■ About this task: Could you repeat the data word for word while skipping the pictures?

■ Information given:
____

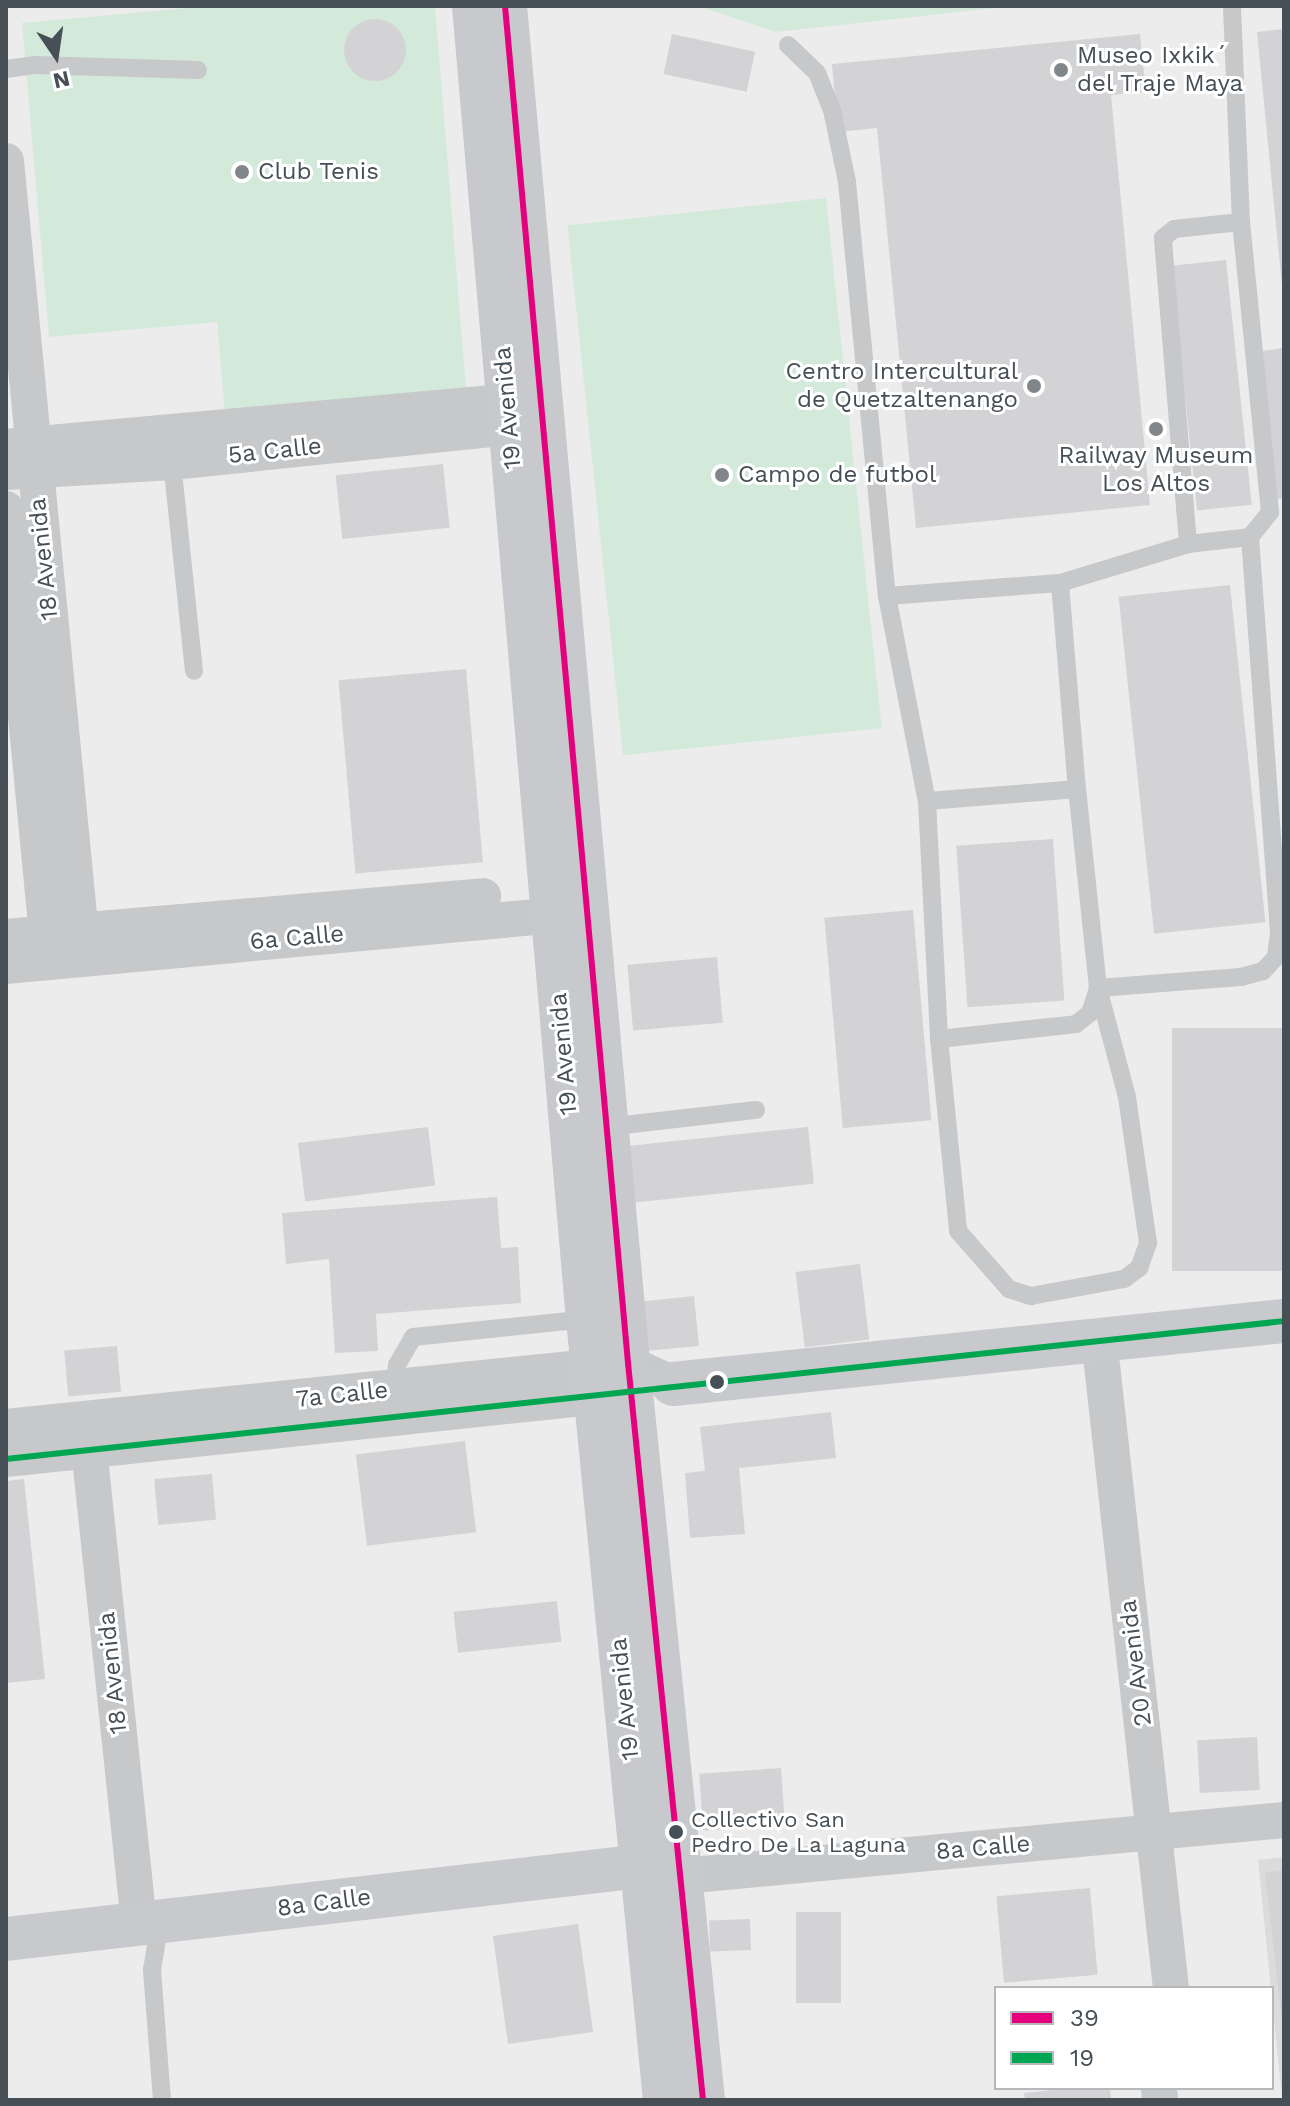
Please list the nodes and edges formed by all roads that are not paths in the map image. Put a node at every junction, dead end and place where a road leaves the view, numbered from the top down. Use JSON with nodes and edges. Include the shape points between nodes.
{"nodes":[{"id":1,"x":474,"y":6,"type":"edge"},
{"id":2,"x":505,"y":6,"type":"edge"},
{"id":3,"x":1232,"y":6,"type":"edge"},
{"id":4,"x":788,"y":45,"type":"dead end"},
{"id":5,"x":6,"y":69,"type":"edge"},
{"id":6,"x":198,"y":70,"type":"dead end"},
{"id":7,"x":6,"y":161,"type":"edge"},
{"id":8,"x":1241,"y":222,"type":"junction"},
{"id":9,"x":526,"y":413,"type":"junction"},
{"id":10,"x":20,"y":459,"type":"edge"},
{"id":11,"x":172,"y":462,"type":"junction"},
{"id":12,"x":6,"y":509,"type":"edge"},
{"id":13,"x":1250,"y":537,"type":"junction"},
{"id":14,"x":1188,"y":544,"type":"junction"},
{"id":15,"x":1060,"y":583,"type":"junction"},
{"id":16,"x":887,"y":596,"type":"junction"},
{"id":17,"x":194,"y":671,"type":"dead end"},
{"id":18,"x":1077,"y":789,"type":"junction"},
{"id":19,"x":927,"y":801,"type":"junction"},
{"id":20,"x":569,"y":902,"type":"junction"},
{"id":21,"x":6,"y":937,"type":"edge"},
{"id":22,"x":65,"y":945,"type":"junction"},
{"id":23,"x":6,"y":966,"type":"edge"},
{"id":24,"x":1098,"y":988,"type":"junction"},
{"id":25,"x":939,"y":1039,"type":"junction"},
{"id":26,"x":756,"y":1110,"type":"dead end"},
{"id":27,"x":606,"y":1127,"type":"junction"},
{"id":28,"x":588,"y":1319,"type":"junction"},
{"id":29,"x":1284,"y":1321,"type":"edge"},
{"id":30,"x":1090,"y":1340,"type":"junction"},
{"id":31,"x":612,"y":1380,"type":"junction"},
{"id":32,"x":673,"y":1384,"type":"joint"},
{"id":33,"x":394,"y":1390,"type":"junction"},
{"id":34,"x":6,"y":1427,"type":"edge"},
{"id":35,"x":99,"y":1435,"type":"junction"},
{"id":36,"x":6,"y":1459,"type":"edge"},
{"id":37,"x":1284,"y":1820,"type":"edge"},
{"id":38,"x":1145,"y":1834,"type":"junction"},
{"id":39,"x":662,"y":1871,"type":"junction"},
{"id":40,"x":150,"y":1923,"type":"junction"},
{"id":41,"x":6,"y":1939,"type":"edge"},
{"id":42,"x":1149,"y":1986,"type":"edge"},
{"id":43,"x":1171,"y":1986,"type":"edge"},
{"id":44,"x":162,"y":2100,"type":"edge"},
{"id":45,"x":665,"y":2100,"type":"edge"},
{"id":46,"x":703,"y":2100,"type":"edge"}],
"edges":[{"from":1,"to":9,"type":"main road","name":"19 Avenida"},
{"from":2,"to":9,"type":"main road","name":"19 Avenida"},
{"from":3,"to":8,"type":"lane"},
{"from":4,"to":16,"type":"lane","via":[[817,73],[832,110],[847,182]]},
{"from":5,"to":6,"type":"lane","via":[[36,65]]},
{"from":7,"to":10,"type":"street","name":"18 Avenida"},
{"from":8,"to":13,"type":"lane","via":[[1270,512]]},
{"from":8,"to":14,"type":"lane","via":[[1174,229],[1163,238]]},
{"from":9,"to":10,"type":"street","name":"5a Calle"},
{"from":9,"to":11,"type":"street","name":"5a Calle"},
{"from":9,"to":20,"type":"main road","name":"19 Avenida"},
{"from":10,"to":11,"type":"street","name":"5a Calle"},
{"from":10,"to":22,"type":"street","name":"18 Avenida"},
{"from":11,"to":17,"type":"lane"},
{"from":12,"to":22,"type":"street","name":"18 Avenida"},
{"from":13,"to":14,"type":"lane"},
{"from":13,"to":24,"type":"lane","via":[[1279,932],[1276,957],[1263,971],[1241,977]]},
{"from":14,"to":15,"type":"lane"},
{"from":15,"to":16,"type":"lane"},
{"from":15,"to":18,"type":"lane"},
{"from":16,"to":19,"type":"lane"},
{"from":18,"to":19,"type":"lane"},
{"from":18,"to":24,"type":"lane"},
{"from":19,"to":25,"type":"lane"},
{"from":20,"to":22,"type":"street","name":"6a Calle"},
{"from":20,"to":27,"type":"main road","name":"19 Avenida"},
{"from":20,"to":28,"type":"main road","name":"19 Avenida"},
{"from":21,"to":22,"type":"street","name":"6a Calle"},
{"from":22,"to":23,"type":"street","name":"6a Calle"},
{"from":24,"to":25,"type":"lane","via":[[1090,1013],[1076,1024]]},
{"from":24,"to":25,"type":"lane","via":[[1127,1097],[1148,1243],[1139,1268],[1124,1279],[1031,1296],[1020,1293],[1009,1289],[958,1231]]},
{"from":26,"to":27,"type":"lane"},
{"from":27,"to":31,"type":"main road","name":"19 Avenida"},
{"from":28,"to":31,"type":"main road","name":"19 Avenida"},
{"from":28,"to":33,"type":"lane","via":[[413,1337],[397,1365]]},
{"from":29,"to":30,"type":"main road","name":"7a Calle"},
{"from":30,"to":32,"type":"main road","name":"7a Calle"},
{"from":30,"to":38,"type":"street","name":"20 Avenida"},
{"from":31,"to":32,"type":"street","name":"7a Calle"},
{"from":31,"to":33,"type":"street","name":"7a Calle"},
{"from":31,"to":35,"type":"street","name":"7a Calle"},
{"from":31,"to":39,"type":"main road","name":"19 Avenida"},
{"from":33,"to":35,"type":"street","name":"7a Calle"},
{"from":34,"to":35,"type":"street","name":"7a Calle"},
{"from":35,"to":36,"type":"street","name":"7a Calle"},
{"from":35,"to":40,"type":"street","name":"18 Avenida"},
{"from":37,"to":38,"type":"street","name":"8a Calle"},
{"from":38,"to":39,"type":"street","name":"8a Calle"},
{"from":38,"to":42,"type":"street","name":"20 Avenida"},
{"from":38,"to":43,"type":"street","name":"20 Avenida"},
{"from":39,"to":40,"type":"main road","name":"8a Calle"},
{"from":39,"to":45,"type":"main road","name":"19 Avenida"},
{"from":39,"to":46,"type":"main road","name":"19 Avenida"},
{"from":40,"to":41,"type":"main road","name":"8a Calle"},
{"from":40,"to":44,"type":"lane"}]}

____

■ Completed exercise:
Please list the nodes and edges formed by all roads that are not paths in the map image. Put a node at every junction, dead end and place where a road leaves the view, numbered from the top down. Use JSON with nodes and edges. Include the shape points between nodes.
{"nodes":[{"id":1,"x":474,"y":6,"type":"edge"},
{"id":2,"x":505,"y":6,"type":"edge"},
{"id":3,"x":1232,"y":6,"type":"edge"},
{"id":4,"x":788,"y":45,"type":"dead end"},
{"id":5,"x":6,"y":69,"type":"edge"},
{"id":6,"x":198,"y":70,"type":"dead end"},
{"id":7,"x":6,"y":161,"type":"edge"},
{"id":8,"x":1241,"y":222,"type":"junction"},
{"id":9,"x":526,"y":413,"type":"junction"},
{"id":10,"x":20,"y":459,"type":"edge"},
{"id":11,"x":172,"y":462,"type":"junction"},
{"id":12,"x":6,"y":509,"type":"edge"},
{"id":13,"x":1250,"y":537,"type":"junction"},
{"id":14,"x":1188,"y":544,"type":"junction"},
{"id":15,"x":1060,"y":583,"type":"junction"},
{"id":16,"x":887,"y":596,"type":"junction"},
{"id":17,"x":194,"y":671,"type":"dead end"},
{"id":18,"x":1077,"y":789,"type":"junction"},
{"id":19,"x":927,"y":801,"type":"junction"},
{"id":20,"x":569,"y":902,"type":"junction"},
{"id":21,"x":6,"y":937,"type":"edge"},
{"id":22,"x":65,"y":945,"type":"junction"},
{"id":23,"x":6,"y":966,"type":"edge"},
{"id":24,"x":1098,"y":988,"type":"junction"},
{"id":25,"x":939,"y":1039,"type":"junction"},
{"id":26,"x":756,"y":1110,"type":"dead end"},
{"id":27,"x":606,"y":1127,"type":"junction"},
{"id":28,"x":588,"y":1319,"type":"junction"},
{"id":29,"x":1284,"y":1321,"type":"edge"},
{"id":30,"x":1090,"y":1340,"type":"junction"},
{"id":31,"x":612,"y":1380,"type":"junction"},
{"id":32,"x":673,"y":1384,"type":"joint"},
{"id":33,"x":394,"y":1390,"type":"junction"},
{"id":34,"x":6,"y":1427,"type":"edge"},
{"id":35,"x":99,"y":1435,"type":"junction"},
{"id":36,"x":6,"y":1459,"type":"edge"},
{"id":37,"x":1284,"y":1820,"type":"edge"},
{"id":38,"x":1145,"y":1834,"type":"junction"},
{"id":39,"x":662,"y":1871,"type":"junction"},
{"id":40,"x":150,"y":1923,"type":"junction"},
{"id":41,"x":6,"y":1939,"type":"edge"},
{"id":42,"x":1149,"y":1986,"type":"edge"},
{"id":43,"x":1171,"y":1986,"type":"edge"},
{"id":44,"x":162,"y":2100,"type":"edge"},
{"id":45,"x":665,"y":2100,"type":"edge"},
{"id":46,"x":703,"y":2100,"type":"edge"}],
"edges":[{"from":1,"to":9,"type":"main road","name":"19 Avenida"},
{"from":2,"to":9,"type":"main road","name":"19 Avenida"},
{"from":3,"to":8,"type":"lane"},
{"from":4,"to":16,"type":"lane","via":[[817,73],[832,110],[847,182]]},
{"from":5,"to":6,"type":"lane","via":[[36,65]]},
{"from":7,"to":10,"type":"street","name":"18 Avenida"},
{"from":8,"to":13,"type":"lane","via":[[1270,512]]},
{"from":8,"to":14,"type":"lane","via":[[1174,229],[1163,238]]},
{"from":9,"to":10,"type":"street","name":"5a Calle"},
{"from":9,"to":11,"type":"street","name":"5a Calle"},
{"from":9,"to":20,"type":"main road","name":"19 Avenida"},
{"from":10,"to":11,"type":"street","name":"5a Calle"},
{"from":10,"to":22,"type":"street","name":"18 Avenida"},
{"from":11,"to":17,"type":"lane"},
{"from":12,"to":22,"type":"street","name":"18 Avenida"},
{"from":13,"to":14,"type":"lane"},
{"from":13,"to":24,"type":"lane","via":[[1279,932],[1276,957],[1263,971],[1241,977]]},
{"from":14,"to":15,"type":"lane"},
{"from":15,"to":16,"type":"lane"},
{"from":15,"to":18,"type":"lane"},
{"from":16,"to":19,"type":"lane"},
{"from":18,"to":19,"type":"lane"},
{"from":18,"to":24,"type":"lane"},
{"from":19,"to":25,"type":"lane"},
{"from":20,"to":22,"type":"street","name":"6a Calle"},
{"from":20,"to":27,"type":"main road","name":"19 Avenida"},
{"from":20,"to":28,"type":"main road","name":"19 Avenida"},
{"from":21,"to":22,"type":"street","name":"6a Calle"},
{"from":22,"to":23,"type":"street","name":"6a Calle"},
{"from":24,"to":25,"type":"lane","via":[[1090,1013],[1076,1024]]},
{"from":24,"to":25,"type":"lane","via":[[1127,1097],[1148,1243],[1139,1268],[1124,1279],[1031,1296],[1020,1293],[1009,1289],[958,1231]]},
{"from":26,"to":27,"type":"lane"},
{"from":27,"to":31,"type":"main road","name":"19 Avenida"},
{"from":28,"to":31,"type":"main road","name":"19 Avenida"},
{"from":28,"to":33,"type":"lane","via":[[413,1337],[397,1365]]},
{"from":29,"to":30,"type":"main road","name":"7a Calle"},
{"from":30,"to":32,"type":"main road","name":"7a Calle"},
{"from":30,"to":38,"type":"street","name":"20 Avenida"},
{"from":31,"to":32,"type":"street","name":"7a Calle"},
{"from":31,"to":33,"type":"street","name":"7a Calle"},
{"from":31,"to":35,"type":"street","name":"7a Calle"},
{"from":31,"to":39,"type":"main road","name":"19 Avenida"},
{"from":33,"to":35,"type":"street","name":"7a Calle"},
{"from":34,"to":35,"type":"street","name":"7a Calle"},
{"from":35,"to":36,"type":"street","name":"7a Calle"},
{"from":35,"to":40,"type":"street","name":"18 Avenida"},
{"from":37,"to":38,"type":"street","name":"8a Calle"},
{"from":38,"to":39,"type":"street","name":"8a Calle"},
{"from":38,"to":42,"type":"street","name":"20 Avenida"},
{"from":38,"to":43,"type":"street","name":"20 Avenida"},
{"from":39,"to":40,"type":"main road","name":"8a Calle"},
{"from":39,"to":45,"type":"main road","name":"19 Avenida"},
{"from":39,"to":46,"type":"main road","name":"19 Avenida"},
{"from":40,"to":41,"type":"main road","name":"8a Calle"},
{"from":40,"to":44,"type":"lane"}]}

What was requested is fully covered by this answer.